Князь Андрей, выехав в переднюю линию, поехал по фронту. Цепь наша и неприятельская стояли на левом и на правом фланге далеко друг от друга, но в средине, в том месте, где утром проезжали парламентеры, цепи сошлись так близко, что могли видеть лица друг друга и переговариваться между собой. Кроме солдат, занимавших цепь в этом месте, с той и с другой стороны стояло много любопытных, которые, посмеиваясь, разглядывали странных и чуждых для них неприятелей.
С раннего утра, несмотря на запрещение подходить к цепи, начальники не могли отбиться от любопытных. Солдаты, стоявшие в цепи, как люди, показывающие что нибудь редкое, уж не смотрели на французов, а делали свои наблюдения над приходящими и, скучая, дожидались смены. Князь Андрей остановился рассматривать французов.
– Глянь ка, глянь, – говорил один солдат товарищу, указывая на русского мушкатера солдата, который с офицером подошел к цепи и что то часто и горячо говорил с французским гренадером. – Вишь, лопочет как ловко! Аж хранцуз то за ним не поспевает. Ну ка ты, Сидоров!

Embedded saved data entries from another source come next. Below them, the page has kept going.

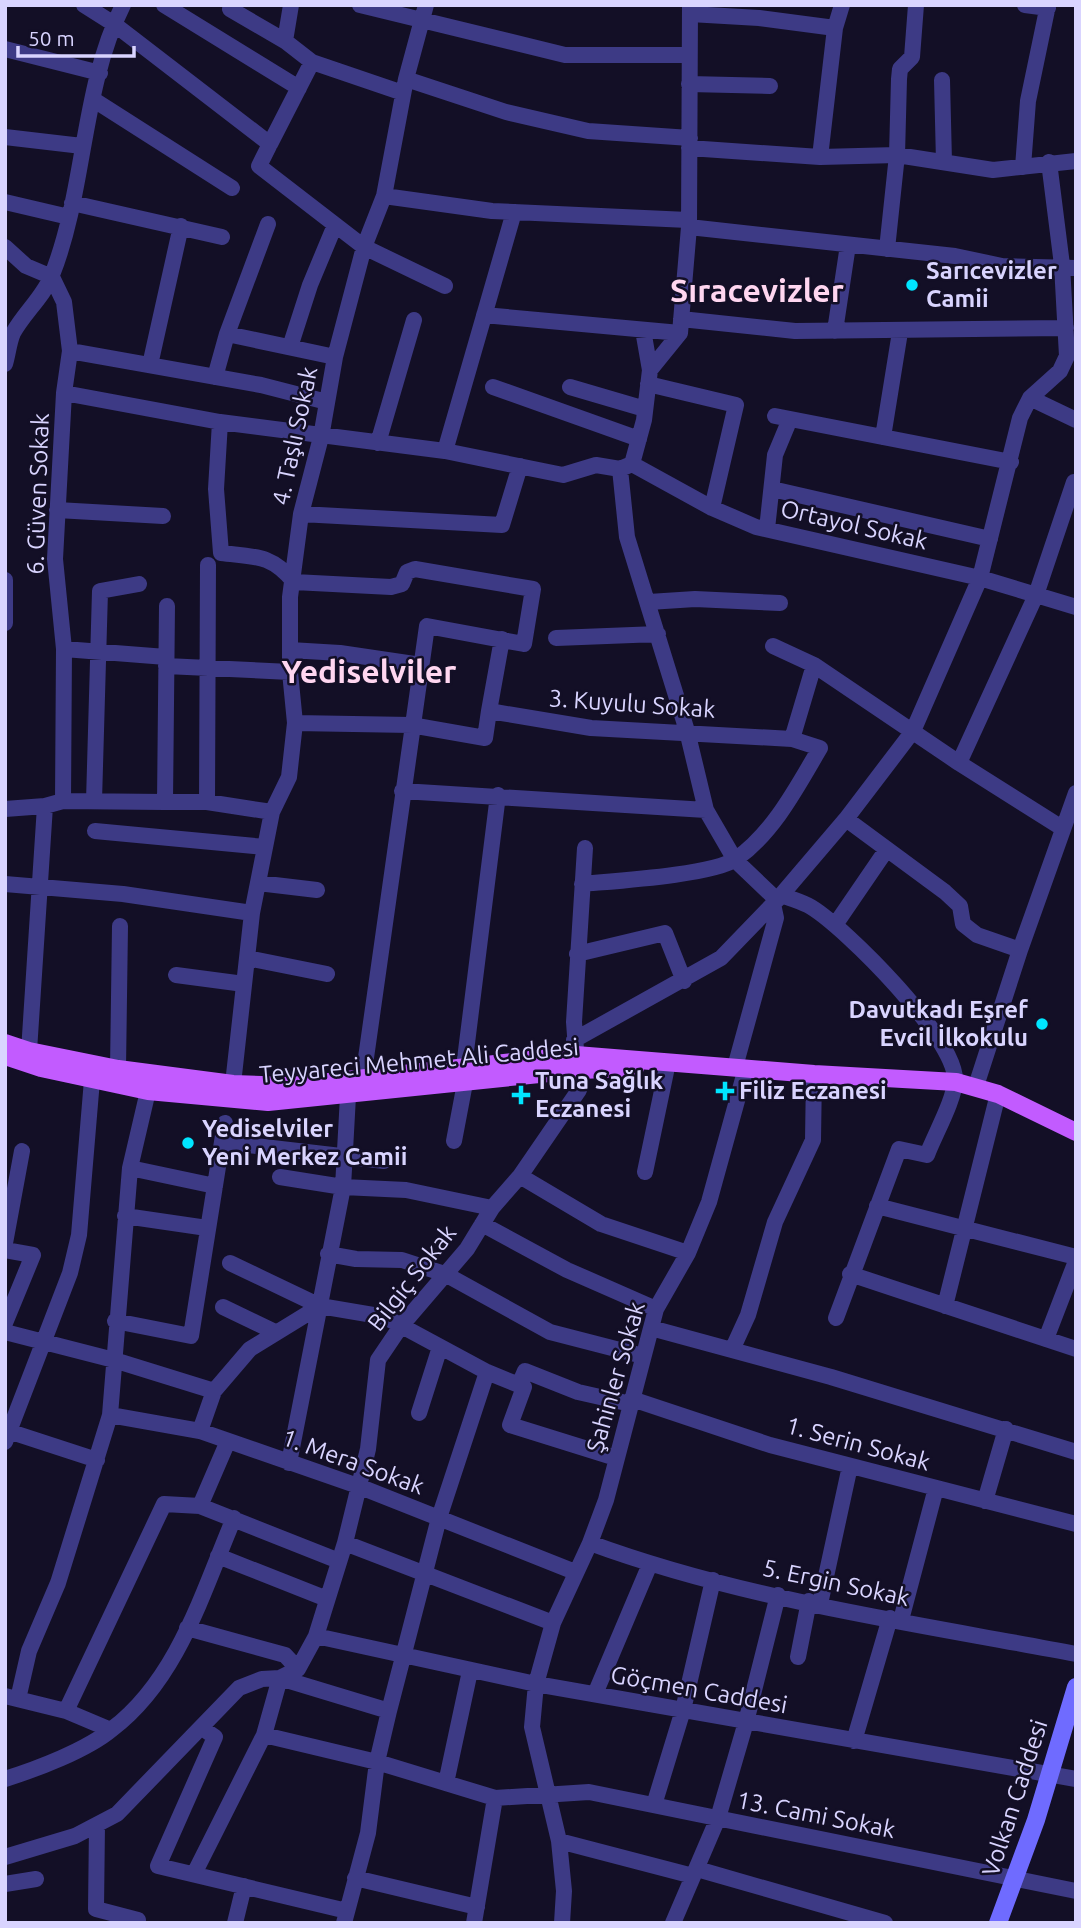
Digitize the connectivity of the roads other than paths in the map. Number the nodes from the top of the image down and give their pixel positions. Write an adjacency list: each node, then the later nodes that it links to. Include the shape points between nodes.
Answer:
1 (84, 5): 13 (street)
2 (123, 5): 13 (street)
3 (164, 5): 15 (street)
4 (290, 5): 16 (street)
5 (360, 5): 12 (street)
6 (842, 5): 14 (street)
7 (916, 5): 31 (street, via 912,57 900,69)
8 (1025, 5): 10 (street)
9 (230, 7): 15 (street); 16 (street)
10 (1048, 7): 36 (street, via 1028,101)
11 (690, 10): 14 (street); 18 (street)
12 (425, 12): 18 (street, via 565,55); 23 (street, 4. Taşlı Sokak)
13 (114, 23): 20 (street); 29 (street)
14 (835, 28): 32 (street)
15 (217, 38): 25 (street)
16 (285, 41): 19 (street)
17 (5, 50): 20 (street)
18 (689, 55): 22 (street)
19 (312, 62): 23 (street); 25 (street)
20 (100, 73): 26 (street)
21 (942, 80): 34 (street)
22 (689, 83): 24 (street); 28 (street)
23 (405, 86): 28 (street, via 588,131); 38 (street, 4. Taşlı Sokak)
24 (770, 86)
25 (299, 88): 29 (street)
26 (94, 100): 30 (street); 37 (street)
27 (5, 138): 30 (street)
28 (690, 143): 32 (street); 43 (street)
29 (270, 144): 44 (street, via 259,166)
30 (82, 146): 40 (street)
31 (897, 155): 32 (street); 34 (street); 50 (street)
32 (820, 157)
33 (1076, 161): 35 (street)
34 (944, 162): 36 (street, via 993,170)
35 (1049, 162): 36 (street); 51 (street)
36 (1023, 167)
37 (232, 188)
38 (384, 196): 41 (street); 49 (street, 4. Taşlı Sokak)
39 (5, 202): 40 (street)
40 (71, 210): 45 (street); 52 (street)
41 (514, 212): 43 (street); 54 (street)
42 (268, 223): 61 (street)
43 (688, 223): 47 (street); 56 (street)
44 (335, 225): 49 (street); 63 (street)
45 (181, 226): 46 (street); 67 (street)
46 (222, 237)
47 (848, 245): 50 (street); 58 (street)
48 (5, 247): 52 (street, via 26,266)
49 (364, 247): 53 (street); 65 (street, 4. Taşlı Sokak)
50 (887, 249): 51 (street, via 1036,269)
51 (1069, 267): 62 (street)
52 (52, 277): 60 (street); 64 (street, 6. Güven Sokak, via 64,302)
53 (445, 286)
54 (484, 315): 57 (street); 82 (street)
55 (414, 320): 81 (street)
56 (680, 326): 57 (street); 58 (street); 69 (street)
57 (643, 330): 69 (street)
58 (835, 331): 59 (street)
59 (900, 332): 62 (street, via 968,327); 79 (street)
60 (9, 333): 66 (street)
61 (227, 334): 63 (street); 68 (street)
62 (1069, 339): 73 (street, via 1060,372)
63 (290, 347): 65 (street)
64 (70, 351): 67 (street); 72 (street, 6. Güven Sokak)
65 (335, 357): 74 (street, 4. Taşlı Sokak)
66 (5, 364)
67 (150, 366): 68 (street)
68 (215, 377): 74 (street)
69 (649, 377): 75 (street); 88 (street, via 736,405)
70 (493, 387): 80 (street)
71 (570, 387): 75 (street)
72 (64, 393): 77 (street); 89 (street, 6. Güven Sokak)
73 (1030, 398): 76 (street); 83 (street, via 1020,418)
74 (327, 402): 78 (street, 4. Taşlı Sokak)
75 (645, 409): 80 (street)
76 (1076, 420)
77 (220, 422): 78 (street); 97 (street, via 216,489 221,554 265,558 281,566)
78 (321, 437): 81 (street); 90 (street, 4. Taşlı Sokak)
79 (883, 437): 83 (street); 87 (street, via 782,418)
80 (639, 439): 85 (street)
81 (378, 443): 82 (street)
82 (445, 451): 84 (street)
83 (1011, 462): 93 (street)
84 (520, 466): 85 (street, via 563,475 596,465); 90 (street, via 502,525)
85 (626, 466): 88 (street, Ortayol Sokak); 100 (street, via 627,537)
86 (1074, 482): 99 (street)
87 (772, 489): 92 (street); 93 (street)
88 (712, 508): 92 (street, Ortayol Sokak)
89 (57, 510): 91 (street); 109 (street, 6. Güven Sokak, via 55,559)
90 (301, 514): 97 (street, 4. Taşlı Sokak)
91 (163, 516)
92 (767, 529): 95 (street, Ortayol Sokak)
93 (990, 539): 95 (street)
94 (208, 565): 115 (street)
95 (981, 578): 99 (street, Ortayol Sokak); 121 (street)
96 (5, 580): 104 (street)
97 (294, 582): 107 (street, via 391,587 401,584 407,572 415,569 533,590 524,644); 110 (street, 4. Taşlı Sokak)
98 (139, 584): 111 (street, via 100,591)
99 (1036, 595): 103 (street, Ortayol Sokak); 123 (street)
100 (649, 602): 101 (street); 105 (street)
101 (780, 603)
102 (167, 606): 112 (street)
103 (1076, 607)
104 (5, 623)
105 (658, 634): 106 (street); 120 (street)
106 (556, 638)
107 (502, 639): 114 (street, via 427,626); 117 (street)
108 (773, 646): 113 (street)
109 (64, 649): 111 (street); 127 (street, 6. Güven Sokak)
110 (290, 650): 114 (street); 116 (street, 4. Taşlı Sokak)
111 (98, 652): 112 (street); 128 (street)
112 (166, 662): 115 (street); 129 (street)
113 (814, 664): 121 (street); 122 (street)
114 (421, 665): 119 (street)
115 (209, 667): 116 (street); 130 (street)
116 (290, 672): 118 (street, 4. Taşlı Sokak)
117 (489, 711): 119 (street, via 485,738); 120 (street, 3. Kuyulu Sokak, via 591,728)
118 (295, 723): 119 (street); 134 (street, 4. Taşlı Sokak, via 289,777)
119 (411, 725): 124 (street)
120 (687, 731): 122 (street, 3. Kuyulu Sokak); 133 (street)
121 (914, 731): 123 (street); 135 (street)
122 (792, 739): 141 (street, 3. Kuyulu Sokak, via 820,748 779,816)
123 (959, 763): 136 (street)
124 (402, 791): 126 (street); 168 (street)
125 (1076, 793): 136 (street)
126 (498, 795): 133 (street); 167 (street)
127 (63, 801): 128 (street); 131 (street)
128 (94, 801): 129 (street)
129 (165, 802): 130 (street)
130 (207, 802): 134 (street)
131 (45, 806): 132 (street); 145 (street)
132 (5, 809)
133 (706, 810): 141 (street)
134 (272, 812): 138 (street, 4. Taşlı Sokak)
135 (846, 819): 140 (street); 147 (street)
136 (1068, 819): 151 (street)
137 (95, 831): 138 (street)
138 (265, 847): 142 (street, 4. Taşlı Sokak)
139 (585, 848): 144 (street, Bilgiç Sokak)
140 (887, 849): 149 (street); 151 (street, via 960,906 963,924 977,935)
141 (735, 860): 144 (street, via 657,877); 147 (street)
142 (258, 883): 146 (street); 148 (street, 4. Taşlı Sokak)
143 (5, 884): 145 (street)
144 (582, 884): 152 (street, Bilgiç Sokak)
145 (41, 887): 148 (street); 159 (street)
146 (317, 890)
147 (777, 900): 149 (street, via 810,906); 156 (street, via 721,958); 164 (street, Şahinler Sokak)
148 (253, 913): 153 (street, 4. Taşlı Sokak)
149 (835, 925): 170 (street, via 898,986 952,1060)
150 (120, 926): 165 (street)
151 (1020, 950): 172 (street)
152 (577, 954): 156 (street, via 665,933); 160 (street, Bilgiç Sokak)
153 (247, 958): 154 (street); 157 (street, 4. Taşlı Sokak)
154 (327, 974)
155 (176, 975): 157 (street)
156 (684, 981): 160 (street)
157 (244, 984): 171 (street, 4. Taşlı Sokak)
158 (5, 1043): 159 (main road, Teyyareci Mehmet Ali Caddesi)
159 (29, 1051): 165 (main road, Teyyareci Mehmet Ali Caddesi)
160 (576, 1055): 162 (main road, Teyyareci Mehmet Ali Caddesi); 163 (main road, Teyyareci Mehmet Ali Caddesi); 167 (main road, Teyyareci Mehmet Ali Caddesi); 185 (street, Bilgiç Sokak, via 579,1090)
161 (5, 1056): 169 (main road, Teyyareci Mehmet Ali Caddesi)
162 (715, 1065): 163 (main road, Teyyareci Mehmet Ali Caddesi); 164 (main road, Teyyareci Mehmet Ali Caddesi)
163 (667, 1067): 184 (street)
164 (740, 1067): 166 (main road, Teyyareci Mehmet Ali Caddesi); 197 (street, Şahinler Sokak, via 709,1202)
165 (118, 1069): 171 (main road, Teyyareci Mehmet Ali Caddesi)
166 (814, 1074): 170 (main road, Teyyareci Mehmet Ali Caddesi); 218 (street, via 813,1140 775,1222 748,1315)
167 (465, 1075): 168 (main road, Teyyareci Mehmet Ali Caddesi); 175 (main road, Teyyareci Mehmet Ali Caddesi); 178 (street)
168 (363, 1079): 171 (main road, Teyyareci Mehmet Ali Caddesi, via 292,1086)
169 (92, 1080): 173 (main road, Teyyareci Mehmet Ali Caddesi); 215 (street, via 79,1235 70,1273)
170 (956, 1082): 172 (main road, Teyyareci Mehmet Ali Caddesi); 189 (street, via 927,1155 899,1149)
171 (233, 1084)
172 (976, 1086): 174 (main road, Teyyareci Mehmet Ali Caddesi)
173 (148, 1091): 175 (main road, Teyyareci Mehmet Ali Caddesi, via 268,1102); 183 (street)
174 (998, 1094): 177 (main road, Teyyareci Mehmet Ali Caddesi); 194 (street)
175 (348, 1096): 181 (street)
176 (225, 1123): 179 (street)
177 (1076, 1132)
178 (454, 1141)
179 (222, 1142): 181 (street); 187 (street)
180 (22, 1151): 195 (street)
181 (344, 1158): 182 (street); 188 (street)
182 (384, 1161)
183 (130, 1168): 187 (street); 191 (street)
184 (645, 1172)
185 (520, 1176): 190 (street, Bilgiç Sokak); 197 (street, via 601,1224)
186 (280, 1177): 188 (street)
187 (215, 1186): 193 (street)
188 (343, 1187): 190 (street, via 406,1190); 198 (street)
189 (877, 1206): 194 (street); 202 (street)
190 (492, 1208): 192 (street, Bilgiç Sokak)
191 (125, 1216): 193 (street); 208 (street)
192 (482, 1224): 201 (street, Bilgiç Sokak); 206 (street, via 567,1270)
193 (207, 1228): 208 (street, via 191,1336)
194 (963, 1228): 199 (street); 204 (street)
195 (6, 1233)
196 (5, 1250): 209 (street, via 33,1255)
197 (688, 1253): 206 (street, Şahinler Sokak)
198 (328, 1254): 201 (street, via 402,1260); 203 (street)
199 (1076, 1259): 214 (street)
200 (230, 1263): 203 (street)
201 (444, 1274): 210 (street, Bilgiç Sokak); 219 (street, via 550,1332)
202 (850, 1274): 204 (street); 207 (street)
203 (320, 1306): 210 (street, via 385,1317); 213 (street); 234 (street)
204 (945, 1306): 214 (street)
205 (223, 1307): 213 (street)
206 (656, 1309): 211 (street, Şahinler Sokak)
207 (836, 1318)
208 (116, 1321): 220 (street)
209 (5, 1323)
210 (401, 1326): 216 (street); 236 (street, Bilgiç Sokak, via 378,1360 369,1449)
211 (651, 1328): 218 (street); 219 (street, Şahinler Sokak)
212 (5, 1332): 215 (street)
213 (275, 1332): 223 (street, via 250,1349)
214 (1046, 1339): 217 (street)
215 (43, 1342): 220 (street); 229 (street)
216 (440, 1347): 221 (street); 225 (street)
217 (1076, 1349)
218 (732, 1350): 227 (street)
219 (643, 1356): 224 (street, Şahinler Sokak)
220 (114, 1360): 223 (street); 226 (street)
221 (488, 1372): 222 (street); 241 (street)
222 (521, 1386): 224 (street, 1. Serin Sokak, via 525,1371 578,1392); 232 (street, via 510,1425)
223 (214, 1391): 228 (street)
224 (632, 1401): 232 (street, Şahinler Sokak); 235 (street, 1. Serin Sokak)
225 (419, 1413)
226 (110, 1415): 228 (street, 1. Mera Sokak); 233 (street)
227 (1006, 1429): 231 (street); 238 (street)
228 (200, 1432): 230 (street, 1. Mera Sokak)
229 (6, 1434): 233 (street)
230 (228, 1441): 234 (street, 1. Mera Sokak); 239 (street)
231 (1074, 1446)
232 (616, 1458): 244 (street, Şahinler Sokak)
233 (97, 1460): 267 (street, via 58,1583)
234 (289, 1462): 236 (street, 1. Mera Sokak)
235 (850, 1466): 237 (street, 1. Serin Sokak); 253 (street)
236 (358, 1486): 241 (street, 1. Mera Sokak); 243 (street, Bilgiç Sokak)
237 (936, 1488): 238 (street, 1. Serin Sokak); 254 (street)
238 (985, 1501): 242 (street, 1. Serin Sokak)
239 (200, 1506): 240 (street); 269 (street, via 164,1504)
240 (234, 1518): 245 (street); 246 (street)
241 (439, 1518): 248 (street, 1. Mera Sokak); 249 (street)
242 (1076, 1524)
243 (345, 1543): 246 (street, Bilgiç Sokak); 249 (street)
244 (590, 1543): 247 (street, 5. Ergin Sokak); 248 (street, Şahinler Sokak)
245 (218, 1556): 252 (street); 256 (street)
246 (340, 1561): 252 (street, Bilgiç Sokak)
247 (650, 1564): 250 (street, 5. Ergin Sokak); 266 (street)
248 (575, 1572): 255 (street, Şahinler Sokak)
249 (425, 1575): 255 (street); 260 (street)
250 (713, 1580): 251 (street, 5. Ergin Sokak); 268 (street)
251 (778, 1595): 253 (street, 5. Ergin Sokak); 271 (street)
252 (327, 1599): 257 (street, Bilgiç Sokak)
253 (814, 1602): 254 (street, 5. Ergin Sokak); 259 (street)
254 (895, 1619): 258 (street, 5. Ergin Sokak); 275 (street)
255 (553, 1623): 264 (street, Şahinler Sokak)
256 (187, 1628): 261 (street, via 285,1656); 273 (street, via 175,1656 139,1704)
257 (316, 1636): 260 (street, Göçmen Caddesi); 261 (street, Bilgiç Sokak)
258 (1076, 1654)
259 (798, 1657)
260 (404, 1658): 262 (street, Göçmen Caddesi); 270 (street)
261 (299, 1669): 263 (street)
262 (470, 1671): 264 (street, Göçmen Caddesi); 280 (street)
263 (280, 1678): 270 (street); 272 (street, via 239,1688); 274 (street)
264 (536, 1684): 266 (street, Göçmen Caddesi); 281 (street, Şahinler Sokak, via 532,1727)
265 (1076, 1687): 277 (main road, Volkan Caddesi)
266 (596, 1694): 268 (street, Göçmen Caddesi)
267 (12, 1697): 269 (street)
268 (683, 1710): 271 (street, Göçmen Caddesi); 283 (street)
269 (65, 1711): 273 (street)
270 (389, 1711): 276 (street)
271 (746, 1722): 275 (street, Göçmen Caddesi); 284 (street)
272 (202, 1728): 285 (street, via 117,1814); 289 (street, via 215,1737 158,1866)
273 (111, 1730): 278 (street)
274 (264, 1735): 276 (street, 13. Cami Sokak); 289 (street)
275 (854, 1741): 277 (street, Göçmen Caddesi)
276 (377, 1762): 280 (street, 13. Cami Sokak); 290 (street, via 368,1833)
277 (1049, 1775): 279 (street, Göçmen Caddesi); 291 (main road, Volkan Caddesi)
278 (5, 1779)
279 (1076, 1779)
280 (446, 1783): 282 (street, 13. Cami Sokak)
281 (547, 1796): 282 (street, 13. Cami Sokak); 283 (street, 13. Cami Sokak, via 589,1792); 286 (street, Şahinler Sokak)
282 (495, 1798): 296 (street)
283 (654, 1805): 284 (street, 13. Cami Sokak)
284 (718, 1818): 288 (street); 291 (street, 13. Cami Sokak)
285 (97, 1825): 287 (street); 298 (street, via 96,1909)
286 (559, 1841): 288 (street); 300 (street, Şahinler Sokak)
287 (5, 1857)
288 (695, 1872): 301 (street); 302 (street)
289 (194, 1874): 294 (street)
290 (355, 1878): 296 (street); 297 (street)
291 (1016, 1878): 295 (street, 13. Cami Sokak); 303 (main road, Volkan Caddesi)
292 (36, 1879): 293 (street)
293 (5, 1884)
294 (244, 1886): 297 (street); 299 (street)
295 (1076, 1891)
296 (475, 1915)
297 (345, 1917)
298 (138, 1920)
299 (235, 1923)
300 (562, 1923)
301 (673, 1923)
302 (885, 1923)
303 (998, 1923)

– Погоди, послушай. Ишь, ловко! – отвечал Сидоров, считавшийся мастером говорить по французски.
Солдат, на которого указывали смеявшиеся, был Долохов. Князь Андрей узнал его и прислушался к его разговору. Долохов, вместе с своим ротным, пришел в цепь с левого фланга, на котором стоял их полк.
– Ну, еще, еще! – подстрекал ротный командир, нагибаясь вперед и стараясь не проронить ни одного непонятного для него слова. – Пожалуйста, почаще. Что он?
Долохов не отвечал ротному; он был вовлечен в горячий спор с французским гренадером. Они говорили, как и должно было быть, о кампании. Француз доказывал, смешивая австрийцев с русскими, что русские сдались и бежали от самого Ульма; Долохов доказывал, что русские не сдавались, а били французов.
– Здесь велят прогнать вас и прогоним, – говорил Долохов.